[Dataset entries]

:::::

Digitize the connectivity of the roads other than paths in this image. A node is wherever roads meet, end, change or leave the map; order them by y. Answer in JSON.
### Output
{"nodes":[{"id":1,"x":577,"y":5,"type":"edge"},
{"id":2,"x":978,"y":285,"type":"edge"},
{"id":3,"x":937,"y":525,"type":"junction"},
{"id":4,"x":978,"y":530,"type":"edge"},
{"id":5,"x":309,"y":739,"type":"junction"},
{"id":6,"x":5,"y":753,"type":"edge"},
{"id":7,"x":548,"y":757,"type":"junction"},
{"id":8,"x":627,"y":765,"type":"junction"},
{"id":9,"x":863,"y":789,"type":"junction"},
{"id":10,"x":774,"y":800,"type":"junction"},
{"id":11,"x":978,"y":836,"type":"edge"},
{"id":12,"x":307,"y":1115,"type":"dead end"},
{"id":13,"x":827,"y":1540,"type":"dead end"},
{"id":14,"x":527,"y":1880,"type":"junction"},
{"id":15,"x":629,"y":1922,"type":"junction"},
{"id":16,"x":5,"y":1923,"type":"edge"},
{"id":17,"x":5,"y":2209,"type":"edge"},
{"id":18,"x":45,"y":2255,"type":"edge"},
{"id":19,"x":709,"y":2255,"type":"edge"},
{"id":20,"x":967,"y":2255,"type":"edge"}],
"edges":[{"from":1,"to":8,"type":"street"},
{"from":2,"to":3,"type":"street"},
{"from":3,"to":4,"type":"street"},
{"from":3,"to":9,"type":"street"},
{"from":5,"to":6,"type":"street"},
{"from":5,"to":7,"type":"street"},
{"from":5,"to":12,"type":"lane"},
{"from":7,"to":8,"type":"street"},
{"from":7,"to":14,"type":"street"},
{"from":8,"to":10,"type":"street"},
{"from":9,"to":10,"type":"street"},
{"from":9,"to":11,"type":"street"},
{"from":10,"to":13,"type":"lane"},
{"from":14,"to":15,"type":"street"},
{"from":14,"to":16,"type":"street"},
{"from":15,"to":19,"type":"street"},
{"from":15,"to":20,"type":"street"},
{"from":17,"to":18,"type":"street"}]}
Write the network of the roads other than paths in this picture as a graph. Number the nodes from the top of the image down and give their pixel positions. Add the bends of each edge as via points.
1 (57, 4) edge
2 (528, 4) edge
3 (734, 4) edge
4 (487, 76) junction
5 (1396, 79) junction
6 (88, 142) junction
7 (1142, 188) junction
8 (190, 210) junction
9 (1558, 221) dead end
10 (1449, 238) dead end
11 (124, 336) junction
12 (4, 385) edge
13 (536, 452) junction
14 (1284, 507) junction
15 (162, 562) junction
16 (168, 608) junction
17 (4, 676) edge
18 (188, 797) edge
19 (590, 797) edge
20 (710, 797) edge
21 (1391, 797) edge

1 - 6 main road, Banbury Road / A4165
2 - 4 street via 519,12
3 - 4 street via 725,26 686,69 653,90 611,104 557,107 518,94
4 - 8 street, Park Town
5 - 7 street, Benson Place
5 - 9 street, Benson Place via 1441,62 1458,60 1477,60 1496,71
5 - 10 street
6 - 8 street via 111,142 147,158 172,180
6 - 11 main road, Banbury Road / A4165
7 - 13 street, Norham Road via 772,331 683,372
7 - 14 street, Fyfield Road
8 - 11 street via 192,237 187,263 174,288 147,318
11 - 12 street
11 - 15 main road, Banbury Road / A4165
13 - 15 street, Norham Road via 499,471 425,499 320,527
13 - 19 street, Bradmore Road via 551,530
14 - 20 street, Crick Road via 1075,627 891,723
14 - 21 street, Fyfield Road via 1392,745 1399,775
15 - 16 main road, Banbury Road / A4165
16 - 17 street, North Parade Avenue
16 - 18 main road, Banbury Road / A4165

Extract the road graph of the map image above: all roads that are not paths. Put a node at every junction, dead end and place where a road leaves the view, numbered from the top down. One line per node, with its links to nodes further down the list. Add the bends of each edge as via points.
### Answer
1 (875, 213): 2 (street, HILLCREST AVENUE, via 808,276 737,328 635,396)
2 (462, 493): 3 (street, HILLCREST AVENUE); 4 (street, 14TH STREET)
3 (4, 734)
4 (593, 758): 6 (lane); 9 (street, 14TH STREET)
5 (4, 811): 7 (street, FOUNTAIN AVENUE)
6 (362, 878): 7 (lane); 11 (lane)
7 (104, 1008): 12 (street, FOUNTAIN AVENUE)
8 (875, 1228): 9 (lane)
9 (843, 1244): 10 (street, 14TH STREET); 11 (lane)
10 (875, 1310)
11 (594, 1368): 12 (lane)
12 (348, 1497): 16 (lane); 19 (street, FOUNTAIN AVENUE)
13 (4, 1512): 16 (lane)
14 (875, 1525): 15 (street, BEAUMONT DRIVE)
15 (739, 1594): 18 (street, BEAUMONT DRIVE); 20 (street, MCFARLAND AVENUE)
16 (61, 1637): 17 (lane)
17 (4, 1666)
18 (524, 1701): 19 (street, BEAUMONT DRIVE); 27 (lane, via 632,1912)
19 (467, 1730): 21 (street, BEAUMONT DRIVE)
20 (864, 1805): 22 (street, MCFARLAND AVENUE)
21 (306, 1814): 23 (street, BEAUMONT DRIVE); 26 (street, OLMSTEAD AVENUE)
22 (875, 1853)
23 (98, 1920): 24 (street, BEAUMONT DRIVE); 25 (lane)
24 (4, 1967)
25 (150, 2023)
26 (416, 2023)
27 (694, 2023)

:::::

**ASSIGNED TASK:**
Whenever the word "Fyfield" shows up in a line of the entries, list that line.

**RESULT OF THIS TASK:**
7 - 14 street, Fyfield Road
14 - 21 street, Fyfield Road via 1392,745 1399,775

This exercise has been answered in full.